**WORK INSTRUCTION:**
Could you please retype all of the records exactly, skipping any pictures?

**Pose landmark coordinates:**
╭──

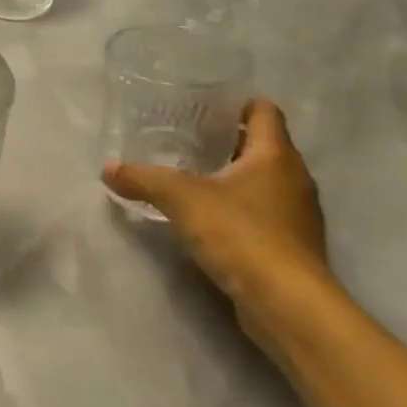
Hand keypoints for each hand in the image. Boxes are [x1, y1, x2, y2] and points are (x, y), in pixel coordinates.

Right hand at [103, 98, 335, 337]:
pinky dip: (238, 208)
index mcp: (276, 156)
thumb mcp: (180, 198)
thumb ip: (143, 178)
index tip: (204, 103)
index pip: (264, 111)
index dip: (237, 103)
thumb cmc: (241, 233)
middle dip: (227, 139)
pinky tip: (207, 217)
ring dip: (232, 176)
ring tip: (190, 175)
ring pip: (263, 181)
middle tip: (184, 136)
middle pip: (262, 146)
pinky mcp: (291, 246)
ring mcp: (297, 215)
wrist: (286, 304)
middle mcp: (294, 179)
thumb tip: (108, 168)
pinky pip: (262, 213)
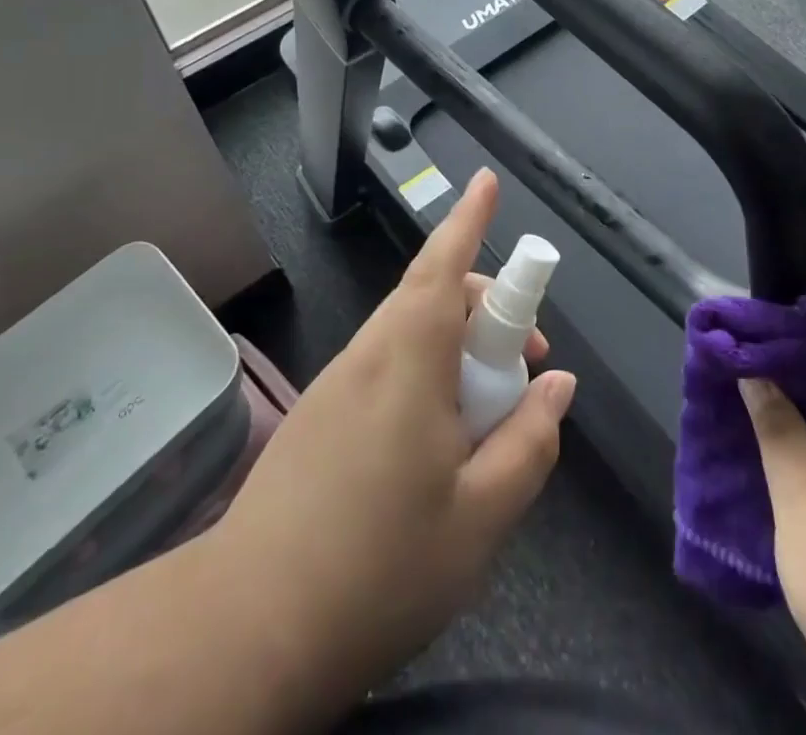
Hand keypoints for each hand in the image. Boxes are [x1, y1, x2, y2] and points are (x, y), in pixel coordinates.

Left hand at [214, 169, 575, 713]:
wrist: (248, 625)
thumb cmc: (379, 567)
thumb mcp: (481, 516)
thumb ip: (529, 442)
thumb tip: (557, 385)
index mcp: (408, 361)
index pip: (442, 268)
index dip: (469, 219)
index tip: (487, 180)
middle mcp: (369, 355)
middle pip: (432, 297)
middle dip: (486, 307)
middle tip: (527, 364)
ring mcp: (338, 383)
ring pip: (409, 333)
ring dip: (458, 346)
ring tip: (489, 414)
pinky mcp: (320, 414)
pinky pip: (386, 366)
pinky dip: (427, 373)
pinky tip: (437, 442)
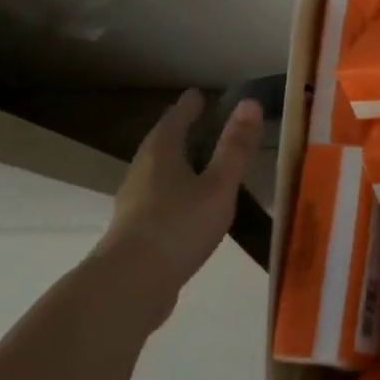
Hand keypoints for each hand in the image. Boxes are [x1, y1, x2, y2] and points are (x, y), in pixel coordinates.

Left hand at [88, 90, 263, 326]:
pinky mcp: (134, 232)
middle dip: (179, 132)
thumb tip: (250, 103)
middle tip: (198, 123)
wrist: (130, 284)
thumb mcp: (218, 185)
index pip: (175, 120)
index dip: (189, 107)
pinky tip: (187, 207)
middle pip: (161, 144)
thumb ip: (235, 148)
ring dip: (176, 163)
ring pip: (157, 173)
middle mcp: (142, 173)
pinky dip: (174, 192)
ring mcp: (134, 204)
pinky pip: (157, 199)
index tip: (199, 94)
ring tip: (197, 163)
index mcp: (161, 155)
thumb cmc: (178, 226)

╰──

**ANSWER BOX:**
Hand keypoints for each hand in the image. Boxes are [x1, y1, x2, y2] and points are (x, y), in pixel coordinates.

Right hand at [103, 98, 335, 337]:
pinky dip: (238, 208)
index mcp: (276, 156)
thumb mcp: (180, 198)
thumb ip: (143, 178)
index tip: (204, 103)
index pip: (264, 111)
index dip: (237, 103)
thumb cmc: (241, 233)
middle dip: (227, 139)
pinky tip: (207, 217)
ring dip: (232, 176)
ring tip: (190, 175)
ring pip: (263, 181)
middle tip: (184, 136)
middle pip: (262, 146)
pinky mcp: (291, 246)
ring mcp: (297, 215)
wrist: (286, 304)
middle mcp: (294, 179)
thumb tip: (108, 168)
pinky pip: (262, 213)
Hand keypoints for each hand in the image. Boxes are [x1, y1, x2, y2] and points are (x, y), in pixel coordinates.

Left hand at [214, 169, 575, 713]:
wrist: (248, 625)
thumb cmc: (379, 567)
thumb mcp: (481, 516)
thumb ip: (529, 442)
thumb tip: (557, 385)
index mcp: (408, 361)
index pip: (442, 268)
index dip: (469, 219)
index tip: (487, 180)
middle mcp: (369, 355)
middle pip: (432, 297)
middle dip: (486, 307)
middle tip: (527, 364)
ring mcp: (338, 383)
ring pip: (409, 333)
ring dip: (458, 346)
ring tip: (489, 414)
pinky mcp: (320, 414)
pinky pip: (386, 366)
pinky dip: (427, 373)
pinky tip: (437, 442)
Hand keypoints for each hand in the image. Boxes are [x1, y1, x2, y2] and points are (x, y), in pixel coordinates.

Left hand at [88, 90, 263, 326]:
pinky mcp: (134, 232)
middle dip: (179, 132)
thumb tip: (250, 103)
middle tip: (198, 123)
wrist: (130, 284)
thumb mcp: (218, 185)
index pip: (175, 120)
index dip: (189, 107)
pinky tip: (187, 207)
middle pip: (161, 144)
thumb ip: (235, 148)
ring dip: (176, 163)
ring pip: (157, 173)
middle mcp: (142, 173)
pinky dip: (174, 192)
ring mcp: (134, 204)
pinky pip: (157, 199)
index tip: (199, 94)
ring tip: (197, 163)
index mcp: (161, 155)
thumb cmc: (178, 226)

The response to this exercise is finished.